-- Directions for this task --
The word "Newburn" may appear in lines of the data below. Say how many lines hold it, giving only the number.

::::::::

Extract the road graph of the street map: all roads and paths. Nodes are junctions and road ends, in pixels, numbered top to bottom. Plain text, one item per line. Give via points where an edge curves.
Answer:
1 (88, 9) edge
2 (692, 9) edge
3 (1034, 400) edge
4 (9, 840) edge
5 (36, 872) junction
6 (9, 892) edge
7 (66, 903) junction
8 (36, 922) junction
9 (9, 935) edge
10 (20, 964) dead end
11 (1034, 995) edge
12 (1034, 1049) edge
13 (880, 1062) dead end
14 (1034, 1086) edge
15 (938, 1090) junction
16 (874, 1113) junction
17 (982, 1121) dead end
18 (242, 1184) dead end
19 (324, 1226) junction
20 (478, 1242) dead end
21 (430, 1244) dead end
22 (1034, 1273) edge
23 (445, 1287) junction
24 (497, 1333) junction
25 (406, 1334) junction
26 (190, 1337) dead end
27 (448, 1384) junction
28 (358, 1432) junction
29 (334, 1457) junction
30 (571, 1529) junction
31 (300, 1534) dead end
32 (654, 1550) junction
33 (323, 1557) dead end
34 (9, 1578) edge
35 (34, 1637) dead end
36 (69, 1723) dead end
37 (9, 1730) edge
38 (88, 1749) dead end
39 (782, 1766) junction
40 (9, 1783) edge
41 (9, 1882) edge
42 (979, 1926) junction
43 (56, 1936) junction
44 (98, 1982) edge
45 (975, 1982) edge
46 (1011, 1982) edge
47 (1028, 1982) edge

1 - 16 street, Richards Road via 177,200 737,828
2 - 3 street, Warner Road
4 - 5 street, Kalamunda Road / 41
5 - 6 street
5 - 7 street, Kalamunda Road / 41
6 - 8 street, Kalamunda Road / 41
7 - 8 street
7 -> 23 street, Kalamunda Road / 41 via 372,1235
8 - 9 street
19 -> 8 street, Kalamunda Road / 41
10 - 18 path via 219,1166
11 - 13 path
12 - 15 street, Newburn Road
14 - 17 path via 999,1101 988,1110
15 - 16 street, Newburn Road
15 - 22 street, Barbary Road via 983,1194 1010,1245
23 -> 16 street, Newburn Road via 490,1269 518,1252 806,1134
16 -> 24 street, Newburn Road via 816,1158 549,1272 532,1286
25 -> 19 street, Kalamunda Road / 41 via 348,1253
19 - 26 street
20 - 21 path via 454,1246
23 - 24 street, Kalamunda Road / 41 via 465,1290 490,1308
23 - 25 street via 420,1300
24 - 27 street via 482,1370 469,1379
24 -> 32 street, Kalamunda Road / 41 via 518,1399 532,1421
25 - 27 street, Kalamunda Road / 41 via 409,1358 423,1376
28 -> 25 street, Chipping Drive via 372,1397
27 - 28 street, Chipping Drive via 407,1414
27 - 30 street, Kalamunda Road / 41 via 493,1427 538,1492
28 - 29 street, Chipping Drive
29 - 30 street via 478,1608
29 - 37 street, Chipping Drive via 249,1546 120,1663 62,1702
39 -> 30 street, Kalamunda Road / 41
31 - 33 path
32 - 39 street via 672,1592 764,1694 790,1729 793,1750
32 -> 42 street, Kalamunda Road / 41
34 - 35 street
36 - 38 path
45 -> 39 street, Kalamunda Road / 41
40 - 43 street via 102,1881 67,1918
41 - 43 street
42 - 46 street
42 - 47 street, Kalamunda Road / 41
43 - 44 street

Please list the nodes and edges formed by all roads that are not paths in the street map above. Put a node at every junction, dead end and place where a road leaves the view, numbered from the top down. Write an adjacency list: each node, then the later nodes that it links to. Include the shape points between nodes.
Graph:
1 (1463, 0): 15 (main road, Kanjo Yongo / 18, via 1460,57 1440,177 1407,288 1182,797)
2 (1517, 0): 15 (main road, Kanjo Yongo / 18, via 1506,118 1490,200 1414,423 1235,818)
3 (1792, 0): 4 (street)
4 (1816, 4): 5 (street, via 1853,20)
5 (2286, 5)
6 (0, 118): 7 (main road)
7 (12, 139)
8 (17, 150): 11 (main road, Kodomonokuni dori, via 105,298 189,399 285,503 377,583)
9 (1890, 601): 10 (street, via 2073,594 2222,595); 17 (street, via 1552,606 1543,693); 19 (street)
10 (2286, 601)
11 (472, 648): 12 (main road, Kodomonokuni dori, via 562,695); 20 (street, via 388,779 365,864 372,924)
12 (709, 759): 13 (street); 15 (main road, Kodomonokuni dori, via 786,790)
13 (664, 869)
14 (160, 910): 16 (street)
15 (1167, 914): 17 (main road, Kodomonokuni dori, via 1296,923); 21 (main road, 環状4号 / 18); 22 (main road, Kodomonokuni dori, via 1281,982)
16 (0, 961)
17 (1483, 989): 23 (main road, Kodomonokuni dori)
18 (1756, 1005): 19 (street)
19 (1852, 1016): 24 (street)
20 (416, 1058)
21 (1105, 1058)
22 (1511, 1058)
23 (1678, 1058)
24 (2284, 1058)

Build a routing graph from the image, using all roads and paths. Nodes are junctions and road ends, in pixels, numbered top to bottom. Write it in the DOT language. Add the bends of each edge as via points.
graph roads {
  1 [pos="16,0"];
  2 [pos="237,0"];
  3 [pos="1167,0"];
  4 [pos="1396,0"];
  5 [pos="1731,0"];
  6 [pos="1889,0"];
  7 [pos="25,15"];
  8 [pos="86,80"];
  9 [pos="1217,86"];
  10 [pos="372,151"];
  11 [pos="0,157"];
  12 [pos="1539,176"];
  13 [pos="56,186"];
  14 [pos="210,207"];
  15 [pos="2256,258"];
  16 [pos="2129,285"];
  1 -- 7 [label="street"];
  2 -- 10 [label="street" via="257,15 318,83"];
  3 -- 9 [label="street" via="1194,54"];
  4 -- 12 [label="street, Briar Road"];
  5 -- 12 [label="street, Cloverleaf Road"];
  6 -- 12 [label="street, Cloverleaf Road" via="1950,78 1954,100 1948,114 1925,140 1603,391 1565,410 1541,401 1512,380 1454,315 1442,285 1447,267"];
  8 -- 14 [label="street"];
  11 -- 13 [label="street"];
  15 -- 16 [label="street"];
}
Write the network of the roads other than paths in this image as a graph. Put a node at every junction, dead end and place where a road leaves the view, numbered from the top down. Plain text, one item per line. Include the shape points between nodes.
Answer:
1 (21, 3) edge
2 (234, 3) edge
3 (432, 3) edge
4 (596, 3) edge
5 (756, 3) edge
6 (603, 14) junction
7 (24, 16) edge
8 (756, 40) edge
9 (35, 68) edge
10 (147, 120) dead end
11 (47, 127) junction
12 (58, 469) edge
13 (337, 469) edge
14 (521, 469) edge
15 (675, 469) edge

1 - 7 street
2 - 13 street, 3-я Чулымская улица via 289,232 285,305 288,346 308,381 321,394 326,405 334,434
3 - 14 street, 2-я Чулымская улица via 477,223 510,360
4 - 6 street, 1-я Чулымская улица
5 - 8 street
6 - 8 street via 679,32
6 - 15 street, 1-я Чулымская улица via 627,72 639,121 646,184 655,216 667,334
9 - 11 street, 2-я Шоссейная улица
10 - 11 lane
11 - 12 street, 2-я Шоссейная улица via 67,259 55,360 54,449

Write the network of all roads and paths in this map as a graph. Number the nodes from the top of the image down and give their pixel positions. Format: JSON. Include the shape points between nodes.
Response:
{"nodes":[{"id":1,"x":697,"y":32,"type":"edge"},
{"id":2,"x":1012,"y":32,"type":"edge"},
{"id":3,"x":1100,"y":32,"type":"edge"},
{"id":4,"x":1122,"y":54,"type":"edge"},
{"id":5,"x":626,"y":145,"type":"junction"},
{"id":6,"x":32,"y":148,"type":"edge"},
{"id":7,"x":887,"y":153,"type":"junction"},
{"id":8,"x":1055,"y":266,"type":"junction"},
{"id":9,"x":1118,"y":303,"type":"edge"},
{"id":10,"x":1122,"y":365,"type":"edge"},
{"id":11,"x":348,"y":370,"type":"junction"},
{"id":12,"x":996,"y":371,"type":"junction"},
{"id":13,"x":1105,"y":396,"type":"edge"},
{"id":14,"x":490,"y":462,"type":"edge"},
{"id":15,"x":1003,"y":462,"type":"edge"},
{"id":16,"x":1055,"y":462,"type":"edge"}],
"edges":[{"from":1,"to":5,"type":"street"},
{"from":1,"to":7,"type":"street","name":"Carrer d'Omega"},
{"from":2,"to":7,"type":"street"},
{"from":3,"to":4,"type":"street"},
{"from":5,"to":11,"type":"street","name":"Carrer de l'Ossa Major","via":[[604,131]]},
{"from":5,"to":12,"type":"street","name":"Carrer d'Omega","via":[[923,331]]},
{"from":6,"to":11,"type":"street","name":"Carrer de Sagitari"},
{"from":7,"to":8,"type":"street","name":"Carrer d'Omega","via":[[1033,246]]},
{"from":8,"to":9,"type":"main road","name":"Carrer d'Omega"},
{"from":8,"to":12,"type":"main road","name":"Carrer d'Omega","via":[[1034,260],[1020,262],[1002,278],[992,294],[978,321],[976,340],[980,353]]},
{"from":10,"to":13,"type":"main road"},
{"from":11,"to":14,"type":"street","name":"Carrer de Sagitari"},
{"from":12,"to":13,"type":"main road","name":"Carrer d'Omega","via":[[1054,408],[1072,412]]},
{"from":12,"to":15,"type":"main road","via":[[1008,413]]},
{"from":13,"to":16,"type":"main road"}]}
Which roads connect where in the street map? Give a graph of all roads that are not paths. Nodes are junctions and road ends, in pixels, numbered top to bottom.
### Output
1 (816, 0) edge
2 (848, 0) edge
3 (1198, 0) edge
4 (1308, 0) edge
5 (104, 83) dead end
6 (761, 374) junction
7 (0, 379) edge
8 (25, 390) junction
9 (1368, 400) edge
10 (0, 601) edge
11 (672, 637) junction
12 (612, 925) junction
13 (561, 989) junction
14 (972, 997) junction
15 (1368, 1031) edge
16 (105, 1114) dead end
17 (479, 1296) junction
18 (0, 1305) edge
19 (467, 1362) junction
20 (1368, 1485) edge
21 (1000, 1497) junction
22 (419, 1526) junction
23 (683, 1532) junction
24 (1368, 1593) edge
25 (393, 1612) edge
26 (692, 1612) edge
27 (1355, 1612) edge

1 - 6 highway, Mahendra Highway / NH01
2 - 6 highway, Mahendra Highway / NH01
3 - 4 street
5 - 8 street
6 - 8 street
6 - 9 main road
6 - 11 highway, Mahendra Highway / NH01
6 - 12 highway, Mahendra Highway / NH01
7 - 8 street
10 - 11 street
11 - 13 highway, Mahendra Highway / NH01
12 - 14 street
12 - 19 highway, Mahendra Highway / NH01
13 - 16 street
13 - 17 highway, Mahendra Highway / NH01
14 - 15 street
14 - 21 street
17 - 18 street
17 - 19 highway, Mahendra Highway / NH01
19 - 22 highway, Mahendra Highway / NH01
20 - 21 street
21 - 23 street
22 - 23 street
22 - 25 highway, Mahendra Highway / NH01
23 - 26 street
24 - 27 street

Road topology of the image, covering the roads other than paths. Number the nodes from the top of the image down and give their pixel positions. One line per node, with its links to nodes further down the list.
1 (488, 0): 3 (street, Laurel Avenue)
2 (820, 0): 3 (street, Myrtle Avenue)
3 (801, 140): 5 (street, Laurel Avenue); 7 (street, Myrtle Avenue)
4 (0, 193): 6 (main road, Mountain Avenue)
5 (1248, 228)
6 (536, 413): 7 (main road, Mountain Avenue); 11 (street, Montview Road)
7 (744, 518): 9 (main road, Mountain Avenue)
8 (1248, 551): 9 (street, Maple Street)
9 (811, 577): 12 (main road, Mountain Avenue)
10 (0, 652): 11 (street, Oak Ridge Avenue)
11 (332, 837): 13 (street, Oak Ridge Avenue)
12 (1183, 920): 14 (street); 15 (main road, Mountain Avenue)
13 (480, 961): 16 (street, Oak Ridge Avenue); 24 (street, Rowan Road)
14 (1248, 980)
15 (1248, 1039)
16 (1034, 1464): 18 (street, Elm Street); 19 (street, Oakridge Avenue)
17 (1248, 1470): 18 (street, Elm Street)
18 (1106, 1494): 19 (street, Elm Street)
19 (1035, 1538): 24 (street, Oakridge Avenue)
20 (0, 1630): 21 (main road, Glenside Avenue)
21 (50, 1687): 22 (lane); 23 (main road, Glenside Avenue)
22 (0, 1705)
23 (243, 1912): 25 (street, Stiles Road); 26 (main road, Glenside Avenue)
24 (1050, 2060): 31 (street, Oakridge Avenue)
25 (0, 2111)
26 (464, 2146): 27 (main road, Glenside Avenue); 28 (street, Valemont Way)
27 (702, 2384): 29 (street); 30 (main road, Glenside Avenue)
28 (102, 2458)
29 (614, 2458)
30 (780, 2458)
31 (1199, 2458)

::::::::

-- Answer area --
4